**Task brief**
Where the records below show the word "улица" in a line, please copy that line.
--- --- ---
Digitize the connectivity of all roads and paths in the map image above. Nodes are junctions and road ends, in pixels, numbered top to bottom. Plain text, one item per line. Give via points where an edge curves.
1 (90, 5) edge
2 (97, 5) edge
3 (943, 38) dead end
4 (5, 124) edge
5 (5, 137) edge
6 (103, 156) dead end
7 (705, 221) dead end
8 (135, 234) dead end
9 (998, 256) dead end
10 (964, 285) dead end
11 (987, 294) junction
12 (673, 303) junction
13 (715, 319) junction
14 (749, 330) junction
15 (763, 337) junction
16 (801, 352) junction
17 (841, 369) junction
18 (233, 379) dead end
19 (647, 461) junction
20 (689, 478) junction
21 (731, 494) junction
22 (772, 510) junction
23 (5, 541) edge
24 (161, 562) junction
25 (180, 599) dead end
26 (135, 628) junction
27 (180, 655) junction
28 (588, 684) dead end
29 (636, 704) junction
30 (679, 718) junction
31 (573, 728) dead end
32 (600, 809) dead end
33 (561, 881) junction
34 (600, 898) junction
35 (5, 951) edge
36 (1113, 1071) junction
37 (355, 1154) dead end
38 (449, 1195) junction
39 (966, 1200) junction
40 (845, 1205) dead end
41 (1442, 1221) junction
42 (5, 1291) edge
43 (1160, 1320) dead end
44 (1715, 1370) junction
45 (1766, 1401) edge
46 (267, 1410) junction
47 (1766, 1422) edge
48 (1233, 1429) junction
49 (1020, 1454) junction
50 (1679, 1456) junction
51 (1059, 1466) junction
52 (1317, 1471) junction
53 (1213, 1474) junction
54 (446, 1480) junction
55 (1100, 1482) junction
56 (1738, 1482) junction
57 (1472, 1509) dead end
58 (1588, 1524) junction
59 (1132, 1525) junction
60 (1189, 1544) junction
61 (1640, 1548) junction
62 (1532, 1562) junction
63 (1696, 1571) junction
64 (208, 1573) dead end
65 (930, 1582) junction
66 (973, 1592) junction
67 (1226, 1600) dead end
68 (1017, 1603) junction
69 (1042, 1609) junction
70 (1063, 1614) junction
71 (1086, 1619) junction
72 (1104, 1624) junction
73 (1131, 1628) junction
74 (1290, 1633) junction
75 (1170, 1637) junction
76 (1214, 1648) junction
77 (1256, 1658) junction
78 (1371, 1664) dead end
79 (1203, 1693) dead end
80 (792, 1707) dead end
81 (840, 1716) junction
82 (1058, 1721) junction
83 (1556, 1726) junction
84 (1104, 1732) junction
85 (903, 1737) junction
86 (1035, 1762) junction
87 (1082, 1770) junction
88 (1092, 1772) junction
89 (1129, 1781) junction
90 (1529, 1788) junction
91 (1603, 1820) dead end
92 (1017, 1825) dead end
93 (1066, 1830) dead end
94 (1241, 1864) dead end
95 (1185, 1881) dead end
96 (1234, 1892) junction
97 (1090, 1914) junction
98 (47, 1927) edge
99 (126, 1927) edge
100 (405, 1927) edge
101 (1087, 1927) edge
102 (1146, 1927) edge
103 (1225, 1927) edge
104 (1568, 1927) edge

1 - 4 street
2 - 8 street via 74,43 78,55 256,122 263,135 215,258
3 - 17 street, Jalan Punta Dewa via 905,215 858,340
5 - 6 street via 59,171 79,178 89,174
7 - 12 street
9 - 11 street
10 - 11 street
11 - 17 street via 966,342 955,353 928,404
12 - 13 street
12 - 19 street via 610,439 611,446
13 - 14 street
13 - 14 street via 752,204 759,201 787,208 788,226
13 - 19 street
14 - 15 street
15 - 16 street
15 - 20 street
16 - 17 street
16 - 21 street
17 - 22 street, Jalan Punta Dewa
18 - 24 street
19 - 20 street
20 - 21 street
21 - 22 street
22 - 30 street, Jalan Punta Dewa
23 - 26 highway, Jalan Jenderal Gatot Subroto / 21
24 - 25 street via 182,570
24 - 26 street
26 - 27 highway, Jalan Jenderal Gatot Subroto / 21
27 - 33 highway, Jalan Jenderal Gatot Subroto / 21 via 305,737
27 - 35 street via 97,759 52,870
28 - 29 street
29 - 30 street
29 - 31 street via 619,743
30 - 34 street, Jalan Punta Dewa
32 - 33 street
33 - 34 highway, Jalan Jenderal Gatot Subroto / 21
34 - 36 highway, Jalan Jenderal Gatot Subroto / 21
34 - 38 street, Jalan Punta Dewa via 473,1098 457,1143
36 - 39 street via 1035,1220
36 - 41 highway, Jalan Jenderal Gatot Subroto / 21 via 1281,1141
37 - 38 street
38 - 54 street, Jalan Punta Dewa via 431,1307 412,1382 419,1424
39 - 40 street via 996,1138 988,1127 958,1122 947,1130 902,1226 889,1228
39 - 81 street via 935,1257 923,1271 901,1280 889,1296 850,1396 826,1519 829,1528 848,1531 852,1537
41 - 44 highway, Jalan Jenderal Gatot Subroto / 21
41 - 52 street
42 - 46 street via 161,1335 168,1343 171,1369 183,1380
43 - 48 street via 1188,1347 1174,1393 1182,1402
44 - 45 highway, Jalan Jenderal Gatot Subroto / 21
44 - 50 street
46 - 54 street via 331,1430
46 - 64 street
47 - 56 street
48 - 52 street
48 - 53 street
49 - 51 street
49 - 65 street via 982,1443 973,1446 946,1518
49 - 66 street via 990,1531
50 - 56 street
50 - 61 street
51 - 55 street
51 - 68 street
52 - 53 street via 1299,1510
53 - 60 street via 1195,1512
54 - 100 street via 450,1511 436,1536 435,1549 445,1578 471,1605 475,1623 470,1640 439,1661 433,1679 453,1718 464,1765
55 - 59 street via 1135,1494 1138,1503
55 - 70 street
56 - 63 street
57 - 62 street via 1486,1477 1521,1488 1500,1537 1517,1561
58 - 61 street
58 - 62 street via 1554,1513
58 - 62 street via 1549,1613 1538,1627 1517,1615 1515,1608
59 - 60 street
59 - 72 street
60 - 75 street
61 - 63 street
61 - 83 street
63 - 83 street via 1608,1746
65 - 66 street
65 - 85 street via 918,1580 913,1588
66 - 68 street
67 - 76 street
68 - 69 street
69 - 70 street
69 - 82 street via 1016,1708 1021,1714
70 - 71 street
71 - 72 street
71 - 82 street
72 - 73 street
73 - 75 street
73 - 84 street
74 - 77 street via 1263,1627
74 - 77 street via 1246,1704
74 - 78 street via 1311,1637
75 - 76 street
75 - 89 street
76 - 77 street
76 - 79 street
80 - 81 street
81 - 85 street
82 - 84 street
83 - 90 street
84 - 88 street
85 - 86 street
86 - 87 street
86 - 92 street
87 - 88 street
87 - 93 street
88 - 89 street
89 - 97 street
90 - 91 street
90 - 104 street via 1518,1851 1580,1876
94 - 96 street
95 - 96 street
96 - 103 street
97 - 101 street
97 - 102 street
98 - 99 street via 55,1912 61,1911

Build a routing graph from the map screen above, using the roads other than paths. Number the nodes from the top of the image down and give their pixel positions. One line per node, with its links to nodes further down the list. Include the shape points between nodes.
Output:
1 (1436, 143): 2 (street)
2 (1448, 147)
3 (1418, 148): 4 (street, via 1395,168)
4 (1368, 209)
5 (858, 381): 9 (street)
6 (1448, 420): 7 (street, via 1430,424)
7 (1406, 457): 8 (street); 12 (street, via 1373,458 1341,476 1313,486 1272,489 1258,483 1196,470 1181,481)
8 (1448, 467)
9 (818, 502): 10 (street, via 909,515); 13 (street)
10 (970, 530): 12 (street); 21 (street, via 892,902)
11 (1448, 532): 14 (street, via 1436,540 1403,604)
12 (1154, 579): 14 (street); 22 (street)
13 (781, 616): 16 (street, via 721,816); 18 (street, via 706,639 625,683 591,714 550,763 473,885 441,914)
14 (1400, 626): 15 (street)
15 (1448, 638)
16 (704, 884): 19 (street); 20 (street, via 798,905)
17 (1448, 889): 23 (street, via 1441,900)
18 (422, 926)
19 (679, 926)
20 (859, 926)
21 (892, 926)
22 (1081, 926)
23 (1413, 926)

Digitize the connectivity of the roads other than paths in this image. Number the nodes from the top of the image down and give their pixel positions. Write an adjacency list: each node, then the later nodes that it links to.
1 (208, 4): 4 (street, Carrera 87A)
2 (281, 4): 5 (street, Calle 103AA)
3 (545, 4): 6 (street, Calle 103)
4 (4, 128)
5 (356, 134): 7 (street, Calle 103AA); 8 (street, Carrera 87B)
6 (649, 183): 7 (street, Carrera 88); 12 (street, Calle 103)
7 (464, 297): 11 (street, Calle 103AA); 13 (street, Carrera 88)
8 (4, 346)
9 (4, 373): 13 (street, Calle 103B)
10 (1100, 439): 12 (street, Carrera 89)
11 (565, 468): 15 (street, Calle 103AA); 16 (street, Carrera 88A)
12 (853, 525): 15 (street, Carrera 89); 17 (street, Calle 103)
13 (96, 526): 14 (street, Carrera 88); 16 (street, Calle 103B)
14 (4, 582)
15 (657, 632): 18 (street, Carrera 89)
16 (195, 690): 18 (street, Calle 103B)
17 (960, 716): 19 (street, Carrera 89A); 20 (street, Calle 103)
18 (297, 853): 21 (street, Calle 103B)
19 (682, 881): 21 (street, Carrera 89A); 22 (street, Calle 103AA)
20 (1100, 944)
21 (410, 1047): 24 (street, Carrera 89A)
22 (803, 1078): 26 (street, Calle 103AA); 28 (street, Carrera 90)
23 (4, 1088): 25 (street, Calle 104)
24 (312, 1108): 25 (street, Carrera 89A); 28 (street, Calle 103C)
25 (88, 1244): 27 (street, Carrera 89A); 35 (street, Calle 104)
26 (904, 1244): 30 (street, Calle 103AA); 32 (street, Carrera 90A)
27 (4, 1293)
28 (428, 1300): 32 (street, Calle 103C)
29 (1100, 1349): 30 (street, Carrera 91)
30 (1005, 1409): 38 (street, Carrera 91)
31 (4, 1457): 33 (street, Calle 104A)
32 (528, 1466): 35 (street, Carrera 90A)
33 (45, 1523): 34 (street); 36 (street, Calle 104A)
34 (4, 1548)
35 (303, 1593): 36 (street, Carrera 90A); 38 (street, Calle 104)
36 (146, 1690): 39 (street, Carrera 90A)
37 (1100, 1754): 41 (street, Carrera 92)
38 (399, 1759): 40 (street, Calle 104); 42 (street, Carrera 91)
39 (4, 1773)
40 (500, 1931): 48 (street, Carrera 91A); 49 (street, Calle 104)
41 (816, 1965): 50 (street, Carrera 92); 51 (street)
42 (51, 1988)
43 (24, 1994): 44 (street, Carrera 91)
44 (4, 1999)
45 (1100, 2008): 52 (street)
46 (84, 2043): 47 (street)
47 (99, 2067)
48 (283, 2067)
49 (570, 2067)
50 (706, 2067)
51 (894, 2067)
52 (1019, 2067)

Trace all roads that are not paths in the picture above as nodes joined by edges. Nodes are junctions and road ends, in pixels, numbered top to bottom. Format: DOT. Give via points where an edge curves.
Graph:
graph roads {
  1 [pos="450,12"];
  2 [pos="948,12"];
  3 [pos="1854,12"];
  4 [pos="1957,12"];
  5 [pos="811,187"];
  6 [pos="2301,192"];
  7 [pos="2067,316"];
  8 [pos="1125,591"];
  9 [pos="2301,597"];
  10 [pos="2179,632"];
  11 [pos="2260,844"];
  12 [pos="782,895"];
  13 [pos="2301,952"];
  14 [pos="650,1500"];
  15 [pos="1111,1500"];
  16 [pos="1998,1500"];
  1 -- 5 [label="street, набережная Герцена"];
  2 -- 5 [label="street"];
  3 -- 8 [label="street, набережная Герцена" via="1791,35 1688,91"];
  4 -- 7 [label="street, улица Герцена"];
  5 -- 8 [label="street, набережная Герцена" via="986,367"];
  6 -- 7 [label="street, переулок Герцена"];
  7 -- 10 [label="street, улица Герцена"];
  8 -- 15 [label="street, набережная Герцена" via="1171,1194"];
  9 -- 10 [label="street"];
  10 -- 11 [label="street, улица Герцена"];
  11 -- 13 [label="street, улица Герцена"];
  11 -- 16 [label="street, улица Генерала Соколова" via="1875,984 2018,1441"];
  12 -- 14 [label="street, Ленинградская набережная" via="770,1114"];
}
--- --- ---
**Task solution**
  4 -- 7 [label="street, улица Герцена"];
  7 -- 10 [label="street, улица Герцена"];
  10 -- 11 [label="street, улица Герцена"];
  11 -- 13 [label="street, улица Герцена"];
  11 -- 16 [label="street, улица Генерала Соколова" via="1875,984 2018,1441"];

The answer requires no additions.